- Bom dia, Ritinha! Ai, tu põe-me esse ar condicionado no máximo que eu estou a suar que nem uma porca. Credo, este calor mata-nos! Mata mesmo: esta semana já é o segundo caixão que está na capela. Tudo por causa destas malditas ondas de calor. Não tarda está tudo a arder outra vez.
- Vire a boca para lá, Dona Alice! Incêndios como os do ano passado é que não, valha-nos Deus.
- Anda lá, mete o aparelho a funcionar como deve ser que eu estou que nem posso.
- Já está, já está. Só que demora um bocadinho a vir o ar fresco, é como no carro.
- Olha lá, então a tua chefe não está cá hoje? Onde é que ela anda metida?
- Foi passar uns dias fora com o marido, só volta no Domingo.
- Ai sim?
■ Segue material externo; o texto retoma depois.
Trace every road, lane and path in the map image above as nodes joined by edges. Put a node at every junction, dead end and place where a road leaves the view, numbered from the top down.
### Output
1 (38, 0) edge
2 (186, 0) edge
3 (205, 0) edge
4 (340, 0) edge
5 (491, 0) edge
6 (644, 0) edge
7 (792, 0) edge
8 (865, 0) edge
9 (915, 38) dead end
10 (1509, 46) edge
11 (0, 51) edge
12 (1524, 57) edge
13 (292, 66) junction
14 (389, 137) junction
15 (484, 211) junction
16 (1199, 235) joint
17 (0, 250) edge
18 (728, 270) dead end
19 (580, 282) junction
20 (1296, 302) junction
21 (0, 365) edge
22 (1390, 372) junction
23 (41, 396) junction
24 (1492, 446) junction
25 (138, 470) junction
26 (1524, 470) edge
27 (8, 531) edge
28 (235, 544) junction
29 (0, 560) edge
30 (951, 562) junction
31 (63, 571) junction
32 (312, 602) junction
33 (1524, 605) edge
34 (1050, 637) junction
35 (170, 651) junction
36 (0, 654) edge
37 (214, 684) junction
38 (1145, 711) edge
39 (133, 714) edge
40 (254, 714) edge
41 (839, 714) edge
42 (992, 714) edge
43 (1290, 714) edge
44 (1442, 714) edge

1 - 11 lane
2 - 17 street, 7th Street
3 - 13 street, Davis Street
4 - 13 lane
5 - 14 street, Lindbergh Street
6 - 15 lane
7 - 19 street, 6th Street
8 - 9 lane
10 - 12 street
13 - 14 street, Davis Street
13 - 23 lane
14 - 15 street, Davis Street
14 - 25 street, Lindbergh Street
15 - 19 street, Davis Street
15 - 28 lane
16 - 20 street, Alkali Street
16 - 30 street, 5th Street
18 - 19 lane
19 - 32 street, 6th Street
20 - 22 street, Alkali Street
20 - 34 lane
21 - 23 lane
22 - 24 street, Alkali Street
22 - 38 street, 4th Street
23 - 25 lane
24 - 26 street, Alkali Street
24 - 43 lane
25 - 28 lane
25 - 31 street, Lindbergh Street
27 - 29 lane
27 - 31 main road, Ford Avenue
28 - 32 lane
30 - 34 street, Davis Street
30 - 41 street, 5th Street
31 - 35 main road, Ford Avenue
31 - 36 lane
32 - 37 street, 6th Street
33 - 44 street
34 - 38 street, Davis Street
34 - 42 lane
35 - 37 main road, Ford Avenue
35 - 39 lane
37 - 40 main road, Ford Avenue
Olha que a vi ontem ao pé do multibanco e nem palavra. Não conta nada a ninguém, é danada. Deve ser o Soares, aquele malandro, que não quer que ela abra a boca. Olha que não o posso ver. Não é que eu goste muito dela, que não gosto, mas ele é do piorio. Sempre armado em importante. Como se aquilo valesse alguma coisa. Feio que nem um bode! O meu Fernando – que Deus o tenha em descanso – era muito bruto, mas fazíamos um par como não se via aí nas redondezas. Ai, quando eu era nova, havias de ver as invejosas das raparigas da minha idade; todas de roda dele, mas era sempre comigo que ele queria dançar. Corríamos os bailes das aldeolas todas.
- Tomara eu conservar essa carinha quando tiver a sua idade, Dona Alice.
- Conservas de certeza, que o trabalho não ta estraga. Se andasses de sol a sol no campo como eu andei é que eu queria ver. Mas vocês agora nem sol apanham, andam brancas que nem as princesas de antigamente. O que vos dá cabo da pele são essas porcarias com que vocês encharcam as bochechas. Aqui há tempos, a minha neta apareceu-me lá em casa com a cara toda besuntada; parecia uma parede acabadinha de estucar. Eu contive-me e nem lhe disse nada, senão amua logo. Mas dei-lhe uma beijoca na bochecha só para lhe estragar o unto. O meu Américo fartou-se de gozar com ela. Eu não sei como é que eles a deixam andar assim; nem ele nem a mãe abrem a boca. Uma coisa te digo, há modernices que não têm jeitinho nenhum. Com uma carinha tão linda e vai-se pintar daquela maneira. Já para não falar no dinheirão que gasta naqueles cremes todos.
- Ó Dona Alice, então mas se a sua neta se sente mais bonita assim. Deixe lá a rapariga andar como gosta.
- Eu deixo, eu deixo. Aquela rapariga é uma jóia. Na escola nunca foi grande espingarda, lá isso não. Mas, desde pequena, sempre foi muito querida. Ó avó, faz-me isto, faz-me aquilo. E eu fazia, mesmo contra a vontade do meu Fernando. Ele punha-se a resmungar “lá estás tu a mimar a miúda, ela precisa é de regras e de boa educação”.
- O seu falecido marido realmente tinha com cada uma.
- Era tudo ciúmes! Se sabia que a neta ficava lá em casa depois da escola, aparecia sempre com um bolito na algibeira. Para mim e para ele, nada. Mas para a netinha! Podia ter muitos defeitos, e tinha, como tu sabes, mas a minha Liliana era a perdição dos olhos dele. Nunca se interessou muito pelo filho, mas a neta era tudo para ele.
- A sua neta é uma felizarda. Teve mais sorte do que eu que não saí daqui da parvónia. Ao menos ela foi para a cidade, conhecer outras coisas... Então diga-me lá: o que é que a traz cá hoje?